■ **WHAT IS REQUIRED**
In the listing below, locate the lines that hold the string "Florence". Copy those lines.

■ **EXTRACTED DATA**
####

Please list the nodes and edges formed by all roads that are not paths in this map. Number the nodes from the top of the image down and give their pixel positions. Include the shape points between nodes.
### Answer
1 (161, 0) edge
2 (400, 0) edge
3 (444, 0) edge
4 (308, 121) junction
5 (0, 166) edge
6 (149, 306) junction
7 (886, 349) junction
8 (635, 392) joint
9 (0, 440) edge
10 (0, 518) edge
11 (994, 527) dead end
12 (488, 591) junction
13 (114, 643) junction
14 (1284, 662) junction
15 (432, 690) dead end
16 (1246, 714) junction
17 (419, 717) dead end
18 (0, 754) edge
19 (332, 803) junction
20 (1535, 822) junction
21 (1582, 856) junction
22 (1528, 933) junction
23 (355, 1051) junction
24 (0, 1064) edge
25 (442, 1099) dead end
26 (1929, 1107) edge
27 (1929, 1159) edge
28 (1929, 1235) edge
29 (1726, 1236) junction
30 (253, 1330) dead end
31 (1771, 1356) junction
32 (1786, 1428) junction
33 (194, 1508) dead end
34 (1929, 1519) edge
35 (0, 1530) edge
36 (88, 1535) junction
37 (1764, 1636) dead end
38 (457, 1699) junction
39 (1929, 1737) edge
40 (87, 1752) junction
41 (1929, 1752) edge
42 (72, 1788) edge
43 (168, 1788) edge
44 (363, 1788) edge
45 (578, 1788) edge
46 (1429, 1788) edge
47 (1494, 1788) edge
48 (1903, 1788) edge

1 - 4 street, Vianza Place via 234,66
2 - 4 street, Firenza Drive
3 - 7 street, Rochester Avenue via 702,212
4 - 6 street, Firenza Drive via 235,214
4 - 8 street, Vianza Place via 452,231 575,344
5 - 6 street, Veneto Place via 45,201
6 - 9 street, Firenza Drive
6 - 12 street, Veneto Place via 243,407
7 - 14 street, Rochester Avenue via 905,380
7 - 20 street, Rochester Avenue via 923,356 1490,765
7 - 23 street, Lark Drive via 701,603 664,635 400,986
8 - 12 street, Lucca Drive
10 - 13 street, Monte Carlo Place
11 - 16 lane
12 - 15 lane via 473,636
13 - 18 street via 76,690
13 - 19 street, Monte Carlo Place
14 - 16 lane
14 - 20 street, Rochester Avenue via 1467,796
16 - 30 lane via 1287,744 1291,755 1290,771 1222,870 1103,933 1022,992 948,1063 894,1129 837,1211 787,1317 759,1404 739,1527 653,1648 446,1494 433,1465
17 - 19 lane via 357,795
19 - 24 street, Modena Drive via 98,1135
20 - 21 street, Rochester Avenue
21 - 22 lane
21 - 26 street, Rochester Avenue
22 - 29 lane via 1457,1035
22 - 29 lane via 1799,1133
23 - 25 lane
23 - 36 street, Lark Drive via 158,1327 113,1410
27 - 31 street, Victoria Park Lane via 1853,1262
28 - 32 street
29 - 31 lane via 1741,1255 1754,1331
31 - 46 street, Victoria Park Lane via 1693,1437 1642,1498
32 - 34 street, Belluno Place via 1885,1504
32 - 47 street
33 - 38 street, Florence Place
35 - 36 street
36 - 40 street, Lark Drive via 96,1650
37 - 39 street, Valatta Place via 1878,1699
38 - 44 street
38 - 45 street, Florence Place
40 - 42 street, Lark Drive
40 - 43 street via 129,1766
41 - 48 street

####

■ **FINAL ANSWER**
33 - 38 street, Florence Place
38 - 45 street, Florence Place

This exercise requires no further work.